“...los cuadros son los objetos más preciosos de una casa, y por eso, en caso de incendio, serían lo primero, si no lo único, que debería ponerse a salvo, como en otro tiempo los lares. ¿Quién puede determinar la influencia de los cuadros en los cuartos de trabajo, en las piezas nobles, en la habitación en que la madre espera un niño? Unos adquieren pleno sentido en viviendas modestas, otros en los palacios, otros en fin en las iglesias. Resulta triste verlos en los museos.”
Ernst Jünger, Heliópolis (Seix Barral), p. 125.

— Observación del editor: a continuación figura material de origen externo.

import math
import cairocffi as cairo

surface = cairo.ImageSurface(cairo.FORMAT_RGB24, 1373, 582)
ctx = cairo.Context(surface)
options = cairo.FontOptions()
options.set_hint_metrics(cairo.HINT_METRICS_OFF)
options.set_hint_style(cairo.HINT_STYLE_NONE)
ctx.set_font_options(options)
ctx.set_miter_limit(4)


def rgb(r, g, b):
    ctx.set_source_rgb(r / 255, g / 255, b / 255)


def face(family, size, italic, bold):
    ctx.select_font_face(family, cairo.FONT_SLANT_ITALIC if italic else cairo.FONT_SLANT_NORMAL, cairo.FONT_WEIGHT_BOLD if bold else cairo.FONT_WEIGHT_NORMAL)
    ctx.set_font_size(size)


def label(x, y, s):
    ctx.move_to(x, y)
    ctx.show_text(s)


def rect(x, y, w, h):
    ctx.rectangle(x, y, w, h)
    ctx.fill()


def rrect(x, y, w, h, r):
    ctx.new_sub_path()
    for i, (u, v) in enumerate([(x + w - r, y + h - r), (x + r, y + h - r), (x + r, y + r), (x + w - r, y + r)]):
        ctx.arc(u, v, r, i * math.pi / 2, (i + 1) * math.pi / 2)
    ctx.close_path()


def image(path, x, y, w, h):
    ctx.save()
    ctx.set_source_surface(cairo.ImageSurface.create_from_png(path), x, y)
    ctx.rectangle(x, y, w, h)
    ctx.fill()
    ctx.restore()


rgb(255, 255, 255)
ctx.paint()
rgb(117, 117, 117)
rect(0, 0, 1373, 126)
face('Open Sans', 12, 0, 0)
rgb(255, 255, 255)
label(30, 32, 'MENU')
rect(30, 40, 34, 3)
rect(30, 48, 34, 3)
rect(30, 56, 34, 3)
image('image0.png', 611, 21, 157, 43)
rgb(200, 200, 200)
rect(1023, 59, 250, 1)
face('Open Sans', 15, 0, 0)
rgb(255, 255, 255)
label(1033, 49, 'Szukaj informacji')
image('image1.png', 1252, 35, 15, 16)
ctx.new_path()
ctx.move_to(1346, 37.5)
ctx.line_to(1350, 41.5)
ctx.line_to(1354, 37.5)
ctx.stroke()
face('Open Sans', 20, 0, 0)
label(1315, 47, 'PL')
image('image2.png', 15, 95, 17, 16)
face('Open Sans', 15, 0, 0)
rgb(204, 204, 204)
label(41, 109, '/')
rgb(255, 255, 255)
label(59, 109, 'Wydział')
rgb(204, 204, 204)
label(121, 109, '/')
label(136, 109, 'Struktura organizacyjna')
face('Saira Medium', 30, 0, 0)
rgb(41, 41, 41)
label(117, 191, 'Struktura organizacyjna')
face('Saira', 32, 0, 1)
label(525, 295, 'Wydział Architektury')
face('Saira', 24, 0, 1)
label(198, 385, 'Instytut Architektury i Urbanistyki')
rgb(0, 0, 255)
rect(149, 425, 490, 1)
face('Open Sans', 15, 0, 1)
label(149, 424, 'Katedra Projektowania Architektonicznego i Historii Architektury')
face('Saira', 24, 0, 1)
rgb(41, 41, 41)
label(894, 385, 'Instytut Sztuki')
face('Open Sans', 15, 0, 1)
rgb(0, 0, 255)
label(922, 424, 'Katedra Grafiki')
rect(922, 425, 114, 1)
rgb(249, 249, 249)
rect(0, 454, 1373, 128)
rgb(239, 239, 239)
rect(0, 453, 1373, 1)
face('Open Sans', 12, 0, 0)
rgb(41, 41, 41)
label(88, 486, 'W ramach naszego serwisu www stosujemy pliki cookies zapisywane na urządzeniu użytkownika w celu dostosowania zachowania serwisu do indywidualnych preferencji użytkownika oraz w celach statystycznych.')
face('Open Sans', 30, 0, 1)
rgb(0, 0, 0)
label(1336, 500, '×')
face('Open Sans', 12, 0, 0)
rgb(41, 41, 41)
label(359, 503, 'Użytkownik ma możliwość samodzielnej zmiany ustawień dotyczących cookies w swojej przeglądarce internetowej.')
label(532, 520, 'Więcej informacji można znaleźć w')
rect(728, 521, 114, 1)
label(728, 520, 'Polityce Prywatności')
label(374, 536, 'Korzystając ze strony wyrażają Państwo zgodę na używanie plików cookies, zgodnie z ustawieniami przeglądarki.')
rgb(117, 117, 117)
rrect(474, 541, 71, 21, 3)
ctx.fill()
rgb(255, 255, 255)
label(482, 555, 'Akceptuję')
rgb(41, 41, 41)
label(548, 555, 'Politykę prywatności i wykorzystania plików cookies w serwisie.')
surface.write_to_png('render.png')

Resulta triste ver los cuadros en los museos, en abigarrada e irrespetuosa promiscuidad de almacén. Esto explica el sentimiento de vértigo y náusea que me provocan El Prado y demás museos de alta densidad pictórica. Cada cuadro merece un santuario y una devoción particulares. El tríptico del “Jardín de las delicias" exige su propio sancta sanctorum o, por lo menos, una sala propia. Otro tanto el del “Carro de heno” o el sobrecogedor retrato ecuestre de Carlos V pintado por Tiziano, tras la batalla de Mühlberg. Tal como se los expone hoy en día, adocenados, quedan sometidos a una impía banalización, reducidos a la categoría de atracción efímera para turistas.